Yo viví en la casa de Allende, aunque nadie me crea. Allí en Aldunate, a los pies del cerro y a pasos de la Plaza Victoria que, sin querer, albergaba trofeos de una guerra lejana entre pueblos hermanos. Y dormí en la pieza de Allende, aunque nadie me crea. Allí, al fondo a la derecha, […]

Yo viví en la casa de Allende, aunque nadie me crea. Allí en Aldunate, a los pies del cerro y a pasos de la Plaza Victoria que, sin querer, albergaba trofeos de una guerra lejana entre pueblos hermanos. Y dormí en la pieza de Allende, aunque nadie me crea. Allí, al fondo a la derecha, en el corazón de Valparaíso, arropado cada noche por el sempiterno viento porteño y el cántico de gaviotas de plata. Yo estudie en el liceo de Allende, aunque nadie me crea. Allí, en la calle Colón, que se moría de angustia apenas se asomaba el alba en medio de la melancolía de las animitas milagrosas.

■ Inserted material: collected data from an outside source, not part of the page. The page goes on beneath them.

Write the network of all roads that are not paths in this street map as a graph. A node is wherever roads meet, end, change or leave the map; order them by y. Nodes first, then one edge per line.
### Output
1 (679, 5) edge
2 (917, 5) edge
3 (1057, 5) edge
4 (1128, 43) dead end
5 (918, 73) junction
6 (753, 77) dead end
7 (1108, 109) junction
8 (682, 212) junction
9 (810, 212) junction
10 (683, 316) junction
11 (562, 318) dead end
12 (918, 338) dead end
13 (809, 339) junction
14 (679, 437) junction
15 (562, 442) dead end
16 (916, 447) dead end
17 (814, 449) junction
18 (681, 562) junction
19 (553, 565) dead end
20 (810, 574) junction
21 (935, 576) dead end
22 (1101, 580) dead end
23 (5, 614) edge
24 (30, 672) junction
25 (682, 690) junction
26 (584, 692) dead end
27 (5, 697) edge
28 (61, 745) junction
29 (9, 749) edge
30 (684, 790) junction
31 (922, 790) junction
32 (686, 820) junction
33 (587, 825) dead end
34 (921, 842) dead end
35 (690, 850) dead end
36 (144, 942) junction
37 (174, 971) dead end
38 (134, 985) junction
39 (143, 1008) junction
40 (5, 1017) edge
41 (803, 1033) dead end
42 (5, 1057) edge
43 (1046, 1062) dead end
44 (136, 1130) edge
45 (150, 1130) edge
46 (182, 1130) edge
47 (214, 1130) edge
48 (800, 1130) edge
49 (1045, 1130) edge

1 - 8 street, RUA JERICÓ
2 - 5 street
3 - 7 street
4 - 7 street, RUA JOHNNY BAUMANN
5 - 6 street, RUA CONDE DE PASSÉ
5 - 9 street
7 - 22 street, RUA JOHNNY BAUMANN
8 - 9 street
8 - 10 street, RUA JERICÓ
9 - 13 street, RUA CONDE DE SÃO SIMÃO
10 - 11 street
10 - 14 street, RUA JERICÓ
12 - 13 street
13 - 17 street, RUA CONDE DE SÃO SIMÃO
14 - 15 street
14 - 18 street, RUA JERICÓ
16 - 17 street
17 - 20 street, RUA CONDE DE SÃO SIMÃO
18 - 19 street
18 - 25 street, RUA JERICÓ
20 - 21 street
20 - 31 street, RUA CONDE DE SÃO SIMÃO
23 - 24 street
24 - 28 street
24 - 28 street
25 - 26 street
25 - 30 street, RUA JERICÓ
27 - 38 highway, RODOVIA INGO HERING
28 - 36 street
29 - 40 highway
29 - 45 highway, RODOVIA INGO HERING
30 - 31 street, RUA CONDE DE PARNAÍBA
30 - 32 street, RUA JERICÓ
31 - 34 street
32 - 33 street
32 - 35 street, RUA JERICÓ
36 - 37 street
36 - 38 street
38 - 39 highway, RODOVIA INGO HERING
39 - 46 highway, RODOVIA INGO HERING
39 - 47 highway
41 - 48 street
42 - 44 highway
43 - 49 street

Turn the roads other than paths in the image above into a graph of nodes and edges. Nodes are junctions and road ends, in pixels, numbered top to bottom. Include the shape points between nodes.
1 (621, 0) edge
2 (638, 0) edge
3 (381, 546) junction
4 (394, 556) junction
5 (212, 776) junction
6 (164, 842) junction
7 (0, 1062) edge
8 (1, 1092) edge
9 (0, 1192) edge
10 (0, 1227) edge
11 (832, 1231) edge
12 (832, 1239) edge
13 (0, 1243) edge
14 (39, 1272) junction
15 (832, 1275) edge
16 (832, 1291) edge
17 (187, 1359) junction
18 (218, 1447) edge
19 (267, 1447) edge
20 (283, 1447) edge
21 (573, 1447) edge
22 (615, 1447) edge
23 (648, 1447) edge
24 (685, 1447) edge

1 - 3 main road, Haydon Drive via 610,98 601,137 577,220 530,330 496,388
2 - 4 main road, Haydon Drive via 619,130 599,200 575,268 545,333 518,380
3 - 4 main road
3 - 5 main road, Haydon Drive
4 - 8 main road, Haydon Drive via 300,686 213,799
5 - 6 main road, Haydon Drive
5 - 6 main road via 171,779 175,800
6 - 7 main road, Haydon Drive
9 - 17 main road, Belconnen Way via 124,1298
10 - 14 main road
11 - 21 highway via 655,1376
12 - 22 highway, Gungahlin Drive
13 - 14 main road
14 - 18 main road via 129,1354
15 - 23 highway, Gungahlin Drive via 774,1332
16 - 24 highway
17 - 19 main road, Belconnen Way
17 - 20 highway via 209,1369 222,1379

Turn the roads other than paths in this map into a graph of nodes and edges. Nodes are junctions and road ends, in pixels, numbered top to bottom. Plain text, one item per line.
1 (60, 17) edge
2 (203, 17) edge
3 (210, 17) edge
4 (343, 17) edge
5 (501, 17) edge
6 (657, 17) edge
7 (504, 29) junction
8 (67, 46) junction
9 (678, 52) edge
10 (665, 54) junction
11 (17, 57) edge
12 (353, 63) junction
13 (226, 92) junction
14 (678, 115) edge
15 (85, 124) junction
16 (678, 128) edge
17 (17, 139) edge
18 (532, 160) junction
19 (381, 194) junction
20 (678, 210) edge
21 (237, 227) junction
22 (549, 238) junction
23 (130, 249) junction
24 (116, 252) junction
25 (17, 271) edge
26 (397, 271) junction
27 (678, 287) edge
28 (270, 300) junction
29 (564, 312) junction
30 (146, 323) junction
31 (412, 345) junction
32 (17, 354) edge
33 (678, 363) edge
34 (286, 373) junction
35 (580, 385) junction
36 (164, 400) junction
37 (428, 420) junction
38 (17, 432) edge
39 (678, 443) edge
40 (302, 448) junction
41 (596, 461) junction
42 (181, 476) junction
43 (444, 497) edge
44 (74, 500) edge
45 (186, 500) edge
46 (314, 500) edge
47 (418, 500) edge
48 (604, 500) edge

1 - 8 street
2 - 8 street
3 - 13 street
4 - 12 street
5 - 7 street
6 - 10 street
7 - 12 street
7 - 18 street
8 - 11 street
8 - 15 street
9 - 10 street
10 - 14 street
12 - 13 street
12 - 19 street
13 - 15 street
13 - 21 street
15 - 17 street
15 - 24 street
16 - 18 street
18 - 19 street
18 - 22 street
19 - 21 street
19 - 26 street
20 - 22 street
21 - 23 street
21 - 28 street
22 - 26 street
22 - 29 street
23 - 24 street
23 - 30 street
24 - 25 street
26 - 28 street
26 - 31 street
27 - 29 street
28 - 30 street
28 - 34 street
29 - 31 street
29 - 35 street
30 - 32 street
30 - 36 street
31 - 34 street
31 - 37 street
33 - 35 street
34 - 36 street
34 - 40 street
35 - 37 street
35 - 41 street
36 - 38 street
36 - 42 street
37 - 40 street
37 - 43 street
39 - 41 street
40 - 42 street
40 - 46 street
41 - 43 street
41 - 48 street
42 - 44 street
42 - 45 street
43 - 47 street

 Eran tiempos antiguos, de aroma a brea y adobe, que nadie parece recordar y muchos quieren olvidar. Claro, porque se estudiaba gratis en el colegio y en la universidad, en la mañana, en las tardes e incluso en las noches. Tiempos antiguos, entre el cerro y el mar de un puerto que oteaba orgulloso el horizonte sin imaginarse que una invernal madrugada de septiembre se estremecerían inapelablemente la casa, la pieza y el liceo de Allende. Y la sonrisa de aquel hombre a quien le acribillaron sin asco el sueño de un país sin pobres, porque los ricos matan cuando tienen que matar, como lo han hecho desde siempre en la historia de Chile.

Porque los ricos generan la pobreza, pero no soportan el olor a pobre, que es el hedor del hambre, la miseria, el frío. Por eso mismo es que el doctor Ramón Allende, abuelo de Salvador, atendía gratis y regalaba remedios, alimentos y ropa a los marginados de siempre. Pero, además, fundó en Valparaíso la Escuela Blas Cuevas, la primera de carácter laico en el país, en los faldeos del cerro Cordillera. Eran tiempos antiguos, donde la ocredad del crepúsculo porteño iluminaba los paseos en la costanera de niños y niñas que estudiaban gratis y con los mejores profesores, cuando nadie pensaba en el lucro, sino que en el derecho de todos a una educación pública de calidad. Aunque nadie me crea.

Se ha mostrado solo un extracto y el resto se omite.